Ab94764

Because the surface of MNPs is composed of PEG, we performed florescent IHC for PEG to detect renal proximal tubular localization of MNPs administered. Kidneys from mice treated with 38 mg/kg NBP MNP 6 hours before renal IR injury were fixed with 4% paraformaldehyde, dehydrated with 30% sucrose, frozen in OCT (Tissue-Tek), and cryosectioned (5 μm). Kidney sections were permeabilized with 0.2% Triton X-100 for 10 minutes and the sections were then autoclaved in 10 mM sodium citrate, pH 6.0, for 10 minutes to retrieve antigens.
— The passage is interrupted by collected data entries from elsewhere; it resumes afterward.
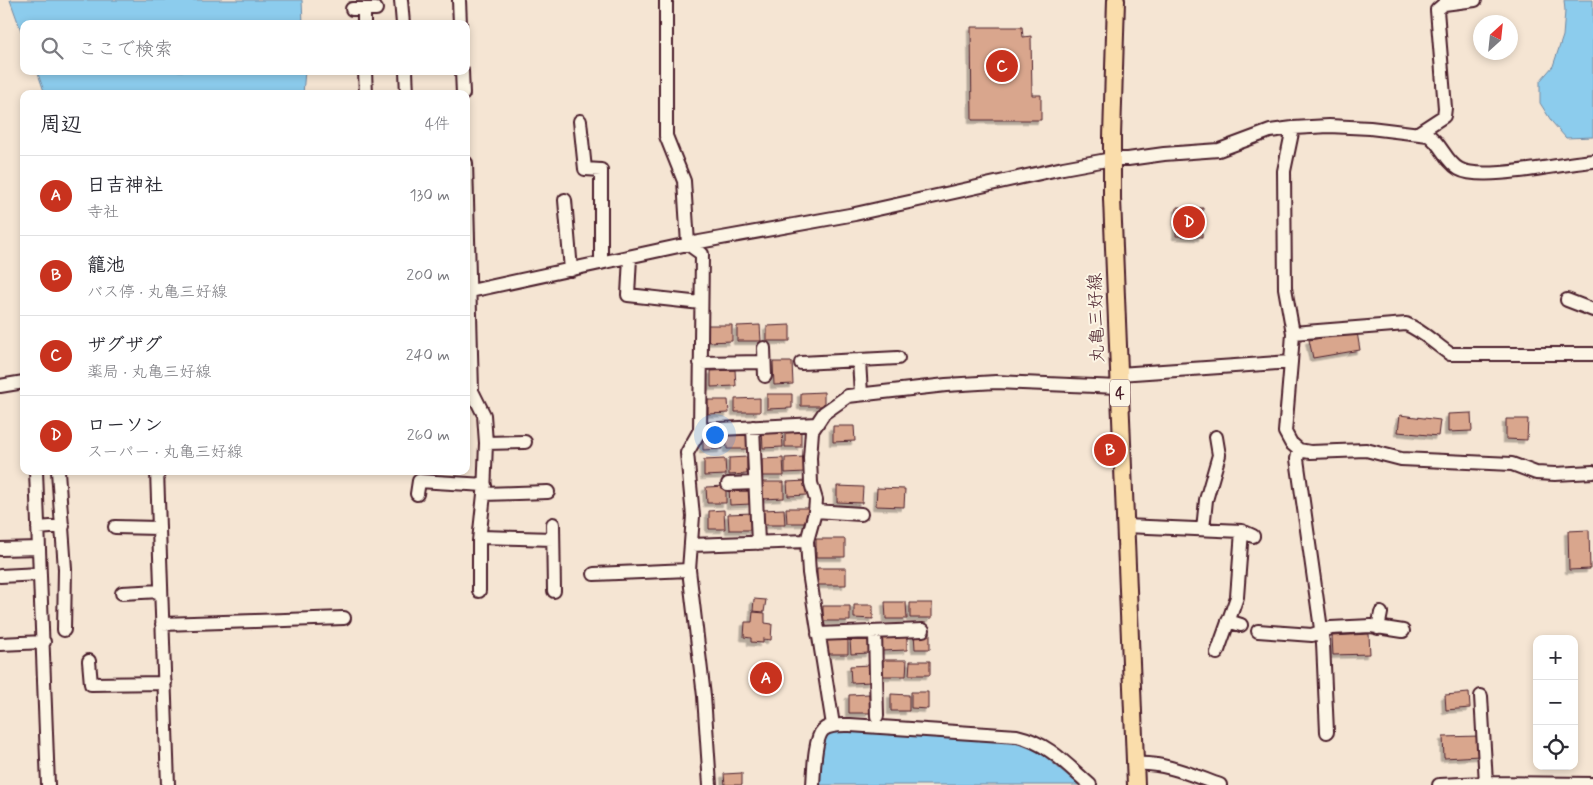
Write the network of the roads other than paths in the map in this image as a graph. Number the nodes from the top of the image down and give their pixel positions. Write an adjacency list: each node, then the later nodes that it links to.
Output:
1 (401, 0): 8 (street)
2 (459, 0): 9 (street)
3 (666, 0): 22 (street)
4 (1116, 0): 19 (main road, 丸亀三好線 / 4)
5 (1473, 0): 18 (street)
6 (364, 9): 7 (street)
7 (364, 20)
8 (403, 20)
9 (460, 20)
10 (366, 75): 13 (street)
11 (406, 75): 14 (street)
12 (462, 75): 15 (street)
13 (366, 90)
14 (407, 90)
15 (463, 90)
16 (580, 121): 24 (street)
17 (1293, 128): 18 (street); 19 (street); 31 (street)
18 (1418, 133): 20 (street)
19 (1112, 158): 22 (street); 41 (main road, 丸亀三好線 / 4)
20 (1593, 161)
21 (565, 200): 25 (street)
22 (688, 244): 23 (street); 28 (street)
23 (630, 257): 24 (street); 28 (street)
24 (602, 263): 25 (street)
25 (571, 270): 26 (street)
26 (470, 292)
27 (1568, 300): 29 (street)
28 (701, 303): 39 (street)
29 (1593, 310): 30 (street)
30 (1593, 317)
31 (1293, 333): 33 (street); 38 (street)
32 (764, 348): 36 (street)
33 (1593, 354)
34 (898, 358): 35 (street)
35 (859, 360): 37 (street); 45 (street)
36 (764, 362): 39 (street); 40 (street)
37 (800, 362)
38 (1290, 362): 41 (street); 52 (street)
39 (700, 363): 48 (street)
40 (765, 376)
41 (1119, 380): 45 (street); 66 (main road, 丸亀三好線 / 4)
42 (20, 383): 44 (street)
43 (470, 383): 51 (street)
44 (0, 386)
45 (861, 394): 46 (street)
46 (817, 424): 47 (street); 62 (street)
47 (753, 427): 48 (street); 57 (street)
48 (700, 430): 75 (street)
49 (1216, 438): 70 (street)
50 (525, 442): 51 (street)
51 (486, 443): 59 (street)
52 (1299, 450): 53 (street); 96 (street)
53 (1593, 472)
54 (36, 475): 68 (street)
55 (58, 475): 65 (street)
56 (157, 475): 69 (street)
57 (755, 483): 58 (street); 74 (street)
58 (728, 484)
59 (484, 489): 60 (street); 61 (street); 71 (street)
60 (548, 492)
61 (417, 494)
62 (815, 511): 63 (street); 73 (street)
63 (861, 514)
64 (553, 524): 72 (street)
65 (63, 526): 68 (street); 92 (street)
66 (1125, 526): 70 (street); 108 (main road, 丸亀三好線 / 4)
67 (115, 527): 69 (street)
68 (38, 528): 77 (street)
69 (158, 528): 82 (street)
70 (1203, 529): 88 (street)
71 (480, 537): 72 (street); 83 (street)
72 (553, 539): 84 (street)
73 (807, 541): 74 (street); 98 (street)
74 (758, 543): 75 (street)
75 (691, 545): 78 (street)
76 (0, 548): 77 (street)
77 (39, 548): 79 (street)
78 (690, 570): 80 (street); 114 (street)
79 (40, 574): 81 (street); 99 (street)
80 (594, 574)
81 (0, 576)
82 (161, 591): 85 (street); 89 (street)
83 (479, 591)
84 (554, 591)
85 (122, 593)
86 (1381, 613): 91 (street)
87 (344, 618): 89 (street)
88 (1228, 621): 90 (street); 101 (street)
89 (162, 624): 103 (street)
90 (1241, 625)
91 (1378, 628): 96 (street); 97 (street)
92 (64, 630)
93 (923, 630): 95 (street)
94 (1258, 631): 96 (street)
95 (875, 632): 98 (street); 105 (street)
96 (1321, 632): 107 (street)
97 (1403, 632)
98 (818, 634): 106 (street)
99 (44, 642): 100 (street); 112 (street)
100 (0, 644)
101 (1217, 653)
102 (88, 661): 103 (street)
103 (165, 683): 113 (street)
104 (1481, 696): 109 (street)
105 (877, 716)
106 (833, 725): 115 (street); 116 (street)
107 (1327, 732)
108 (1136, 764): 117 (main road, 丸亀三好線 / 4); 118 (street)
109 (1486, 783): 110 (street); 119 (street)
110 (1562, 784): 111 (street)
111 (1593, 784)
112 (48, 785)
113 (168, 785)
114 (710, 785)
115 (813, 785)
116 (1090, 785)
117 (1136, 785)
118 (1220, 785)
119 (1439, 785)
After blocking sections with PBS containing 10% normal rabbit serum, sections were incubated with 1:100 anti-PEG antibody (ab94764, Abcam) specific to the PEG backbone plus PHA lectin antibody (proximal tubule–specific marker, Molecular Probes) or plus aquaporin-2 antibody (collecting duct–specific marker, AQP-002, Alomone Labs). After incubating sections with specific fluorescent secondary antibodies (Thermo Fisher Scientific), kidney slides were counterstained with DAPI to visualize cell nuclei, mounted with Vectashield (Vector) mounting media, and imaged with a fluorescent microscope (Olympus IX81). We also performed PEG florescent IHC in the lung, spleen, and liver.